__What you should do__:
Copy every record verbatim. Leave the pictures out.

[Records from a dataset]
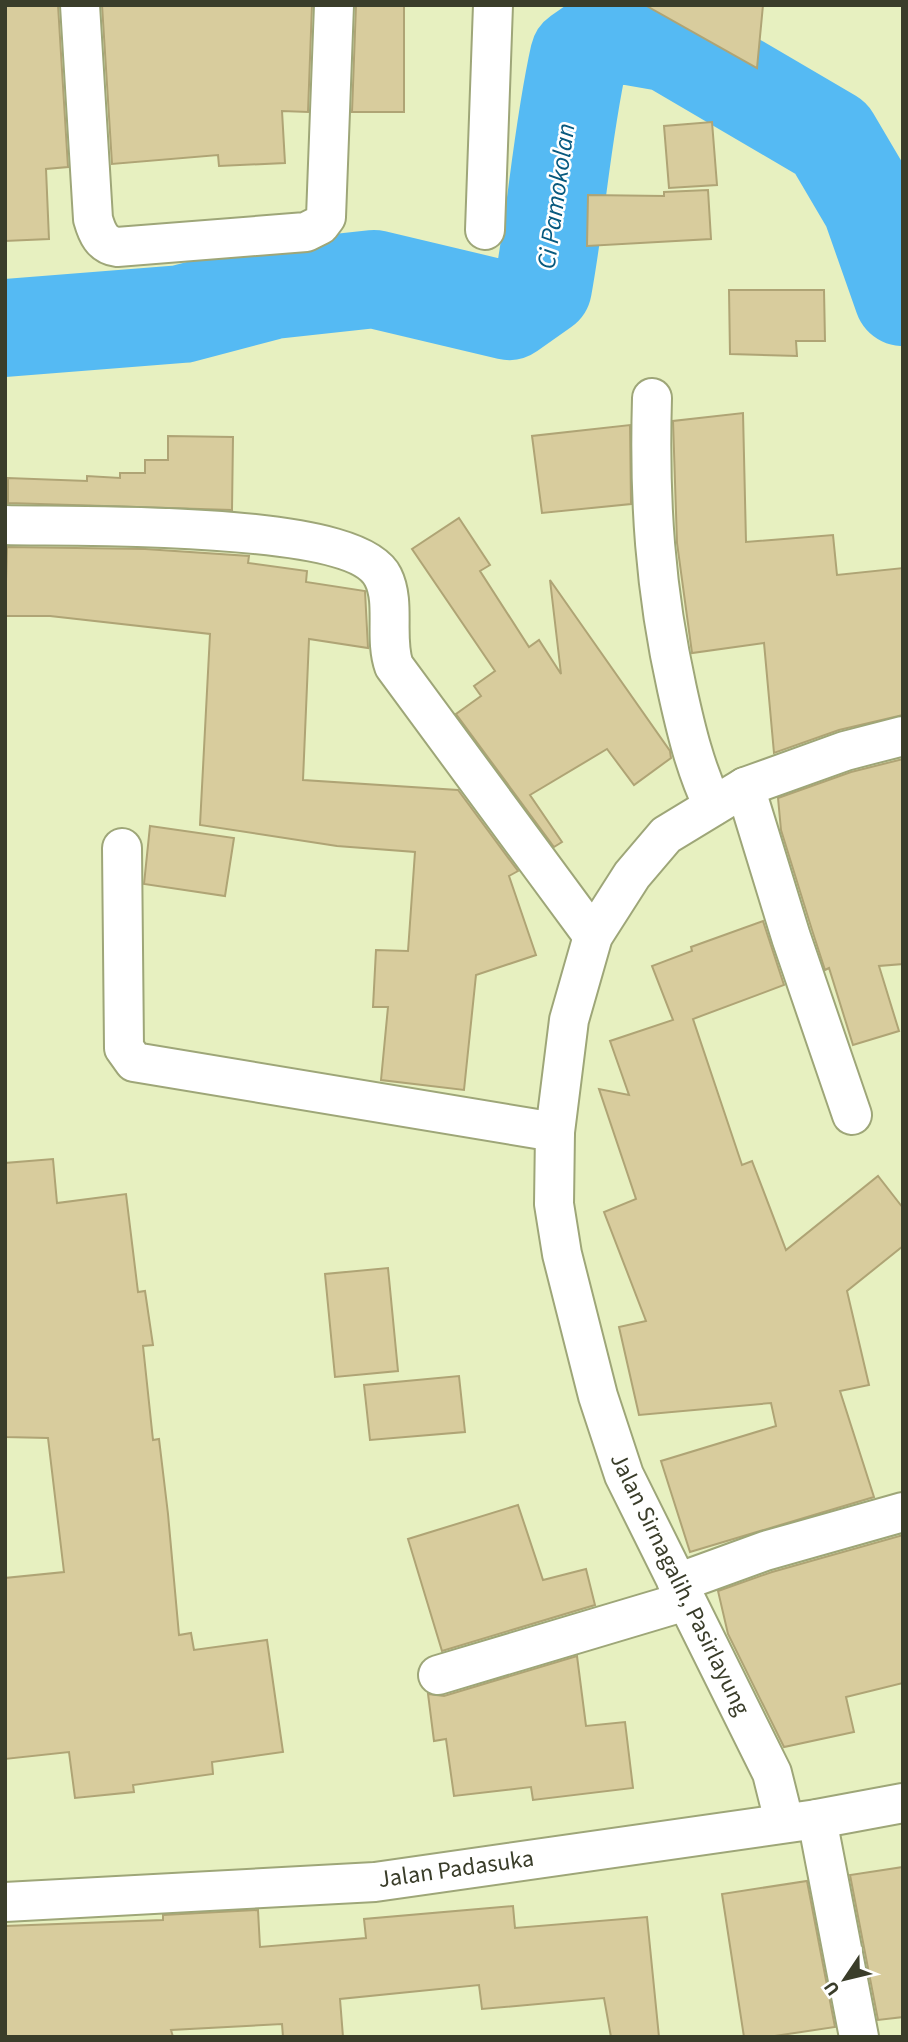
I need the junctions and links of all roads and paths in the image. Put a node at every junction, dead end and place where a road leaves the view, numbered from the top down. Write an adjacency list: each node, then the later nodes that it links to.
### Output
1 (80, 5): 2 (street)
2 (334, 5)
3 (493, 5): 4 (street)
4 (485, 230)
5 (652, 398): 9 (street)
6 (5, 526): 11 (street)
7 (903, 736): 8 (street, Jalan Sirnagalih, Pasirlayung)
8 (745, 787): 9 (street, Jalan Sirnagalih, Pasirlayung); 12 (street)
9 (713, 806): 11 (street, Jalan Sirnagalih, Pasirlayung)
10 (122, 848): 13 (street)
11 (593, 936): 13 (street, Jalan Sirnagalih, Pasirlayung)
12 (852, 1115)
13 (555, 1132): 15 (street, Jalan Sirnagalih, Pasirlayung)
14 (903, 1512): 15 (street)
15 (682, 1592): 16 (street); 18 (street, Jalan Sirnagalih, Pasirlayung)
16 (438, 1675)
17 (903, 1803): 18 (street, Jalan Padasuka)
18 (801, 1820): 19 (street, Jalan Padasuka); 20 (street, Jalan Sirnagalih, Pasirlayung)
19 (5, 1902)
20 (859, 2037)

__Result of this task__:
I need the junctions and links of all roads and paths in the image. Put a node at every junction, dead end and place where a road leaves the view, numbered from the top down. Write an adjacency list: each node, then the later nodes that it links to.
### Output
1 (80, 5): 2 (street)
2 (334, 5)
3 (493, 5): 4 (street)
4 (485, 230)
5 (652, 398): 9 (street)
6 (5, 526): 11 (street)
7 (903, 736): 8 (street, Jalan Sirnagalih, Pasirlayung)
8 (745, 787): 9 (street, Jalan Sirnagalih, Pasirlayung); 12 (street)
9 (713, 806): 11 (street, Jalan Sirnagalih, Pasirlayung)
10 (122, 848): 13 (street)
11 (593, 936): 13 (street, Jalan Sirnagalih, Pasirlayung)
12 (852, 1115)
13 (555, 1132): 15 (street, Jalan Sirnagalih, Pasirlayung)
14 (903, 1512): 15 (street)
15 (682, 1592): 16 (street); 18 (street, Jalan Sirnagalih, Pasirlayung)
16 (438, 1675)
17 (903, 1803): 18 (street, Jalan Padasuka)
18 (801, 1820): 19 (street, Jalan Padasuka); 20 (street, Jalan Sirnagalih, Pasirlayung)
19 (5, 1902)
20 (859, 2037)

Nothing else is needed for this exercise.